▸ **The task**
Set down the data again word for word. Skip any pictures.

▸ **Saved data entries**
----------

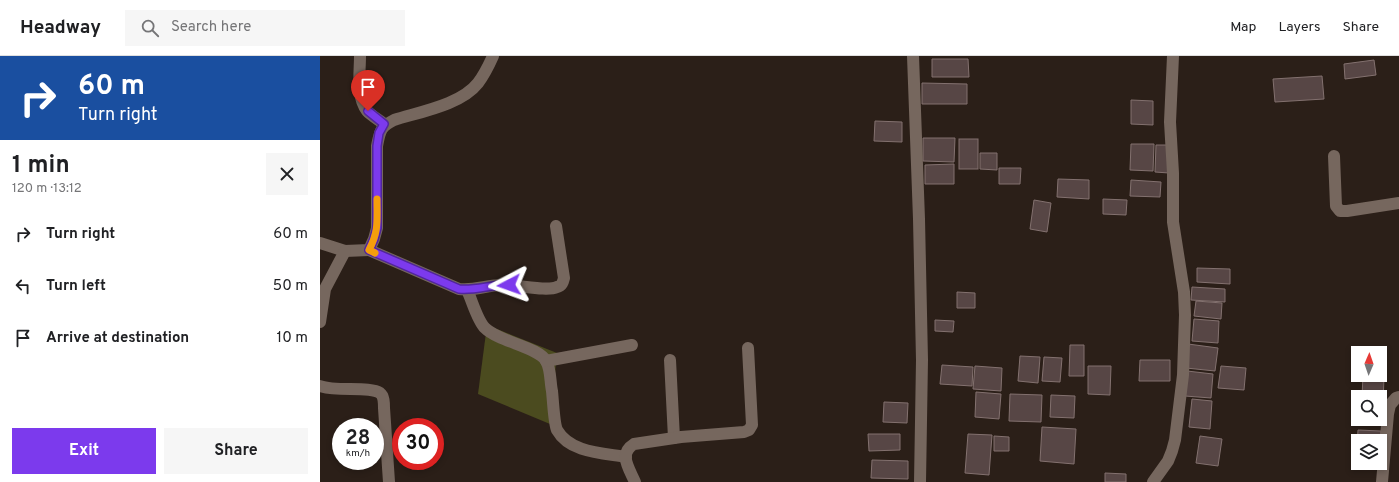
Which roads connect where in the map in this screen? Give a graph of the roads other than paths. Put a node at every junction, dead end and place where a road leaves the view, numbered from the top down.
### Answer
1 (360, 56) edge
2 (493, 56) edge
3 (913, 56) edge
4 (1173, 56) edge
5 (384, 124) junction
6 (1334, 156) dead end
7 (1399, 204) edge
8 (556, 226) dead end
9 (320, 243) edge
10 (369, 250) junction
11 (345, 251) junction
12 (467, 290) junction
13 (320, 322) edge
14 (632, 344) dead end
15 (748, 348) dead end
16 (670, 360) dead end
17 (546, 361) junction
18 (320, 386) edge
19 (1399, 397) edge
20 (674, 438) junction
21 (626, 457) junction
22 (389, 482) edge
23 (635, 482) edge
24 (920, 482) edge
25 (1153, 482) edge
26 (1382, 482) edge

1 - 5 street
2 - 5 street
3 - 24 street
4 - 25 street
5 - 10 street
6 - 7 street
8 - 12 street
9 - 11 street
10 - 11 street
10 - 12 street
11 - 13 street
12 - 17 street
14 - 17 street
15 - 20 street
16 - 20 street
17 - 21 street
18 - 22 street
19 - 26 street
20 - 21 street
21 - 23 street

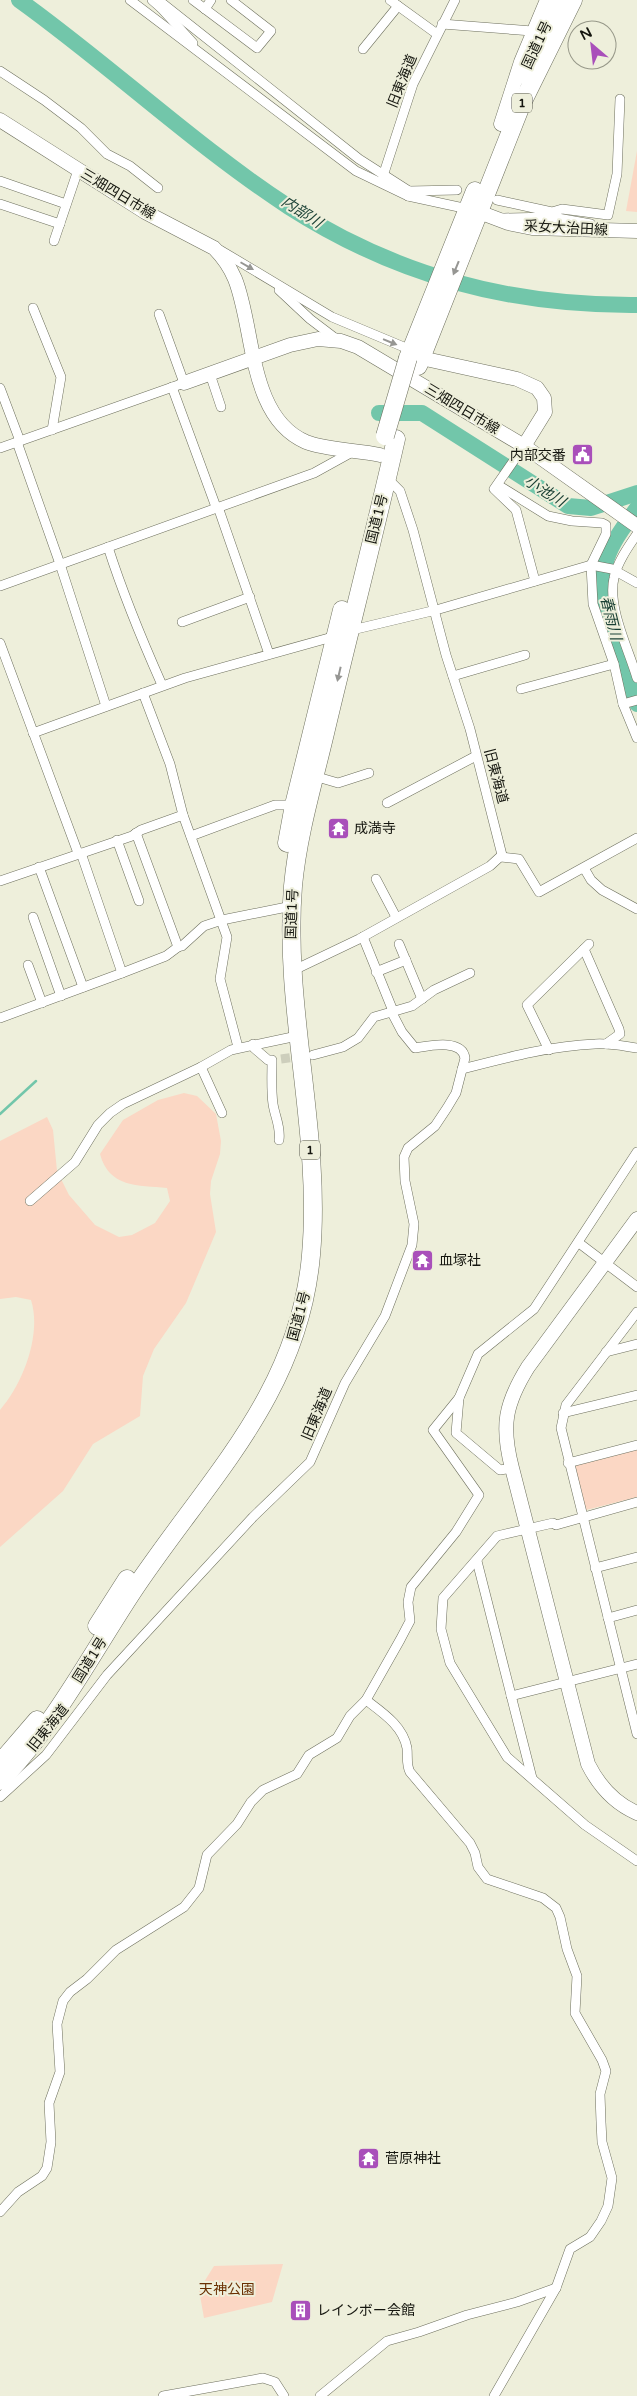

----------

▸ **The completed task**
Which roads connect where in the map in this screen? Give a graph of the roads other than paths. Put a node at every junction, dead end and place where a road leaves the view, numbered from the top down.
### Answer
1 (360, 56) edge
2 (493, 56) edge
3 (913, 56) edge
4 (1173, 56) edge
5 (384, 124) junction
6 (1334, 156) dead end
7 (1399, 204) edge
8 (556, 226) dead end
9 (320, 243) edge
10 (369, 250) junction
11 (345, 251) junction
12 (467, 290) junction
13 (320, 322) edge
14 (632, 344) dead end
15 (748, 348) dead end
16 (670, 360) dead end
17 (546, 361) junction
18 (320, 386) edge
19 (1399, 397) edge
20 (674, 438) junction
21 (626, 457) junction
22 (389, 482) edge
23 (635, 482) edge
24 (920, 482) edge
25 (1153, 482) edge
26 (1382, 482) edge

1 - 5 street
2 - 5 street
3 - 24 street
4 - 25 street
5 - 10 street
6 - 7 street
8 - 12 street
9 - 11 street
10 - 11 street
10 - 12 street
11 - 13 street
12 - 17 street
14 - 17 street
15 - 20 street
16 - 20 street
17 - 21 street
18 - 22 street
19 - 26 street
20 - 21 street
21 - 23 street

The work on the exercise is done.